=== Section Start ===
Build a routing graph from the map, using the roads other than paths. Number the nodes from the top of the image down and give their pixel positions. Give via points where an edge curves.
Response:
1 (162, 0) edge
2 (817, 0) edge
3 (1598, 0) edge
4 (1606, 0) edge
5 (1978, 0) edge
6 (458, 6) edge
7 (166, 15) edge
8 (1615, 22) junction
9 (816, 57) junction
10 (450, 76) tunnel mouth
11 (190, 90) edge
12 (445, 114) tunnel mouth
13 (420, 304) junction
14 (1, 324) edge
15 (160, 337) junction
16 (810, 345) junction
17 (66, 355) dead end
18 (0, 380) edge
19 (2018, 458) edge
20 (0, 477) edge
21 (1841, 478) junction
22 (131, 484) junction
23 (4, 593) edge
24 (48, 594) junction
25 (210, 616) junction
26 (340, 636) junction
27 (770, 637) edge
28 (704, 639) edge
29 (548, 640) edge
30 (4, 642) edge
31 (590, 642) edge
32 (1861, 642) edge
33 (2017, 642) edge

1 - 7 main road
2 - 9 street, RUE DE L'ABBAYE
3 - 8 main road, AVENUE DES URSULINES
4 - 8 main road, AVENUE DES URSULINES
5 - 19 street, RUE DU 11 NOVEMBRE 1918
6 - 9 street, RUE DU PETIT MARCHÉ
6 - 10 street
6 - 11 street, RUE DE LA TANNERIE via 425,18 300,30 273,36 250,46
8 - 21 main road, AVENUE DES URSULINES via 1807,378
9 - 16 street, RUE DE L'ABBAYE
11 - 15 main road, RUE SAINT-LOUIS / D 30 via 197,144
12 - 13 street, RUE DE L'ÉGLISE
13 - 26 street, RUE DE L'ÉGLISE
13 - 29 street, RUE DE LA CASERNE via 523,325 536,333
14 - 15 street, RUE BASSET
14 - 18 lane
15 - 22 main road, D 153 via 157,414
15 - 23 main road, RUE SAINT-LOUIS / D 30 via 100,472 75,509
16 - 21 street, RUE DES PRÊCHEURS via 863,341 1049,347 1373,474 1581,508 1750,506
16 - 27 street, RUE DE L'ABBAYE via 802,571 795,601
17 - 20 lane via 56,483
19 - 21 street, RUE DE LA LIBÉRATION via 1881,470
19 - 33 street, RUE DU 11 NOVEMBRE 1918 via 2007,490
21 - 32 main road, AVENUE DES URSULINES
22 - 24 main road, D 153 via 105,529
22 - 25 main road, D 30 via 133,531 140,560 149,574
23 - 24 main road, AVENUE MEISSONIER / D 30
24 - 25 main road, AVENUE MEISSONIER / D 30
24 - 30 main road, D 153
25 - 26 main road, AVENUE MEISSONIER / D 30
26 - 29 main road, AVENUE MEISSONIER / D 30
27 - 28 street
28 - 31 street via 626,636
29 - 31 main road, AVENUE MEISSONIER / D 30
=== Section End ===
• **TASK OBJECTIVE**: Your answer should be a single number: the count of lines in these records that hold the string "MEISSONIER".

• **RESPONSE TO THIS EXERCISE**: 5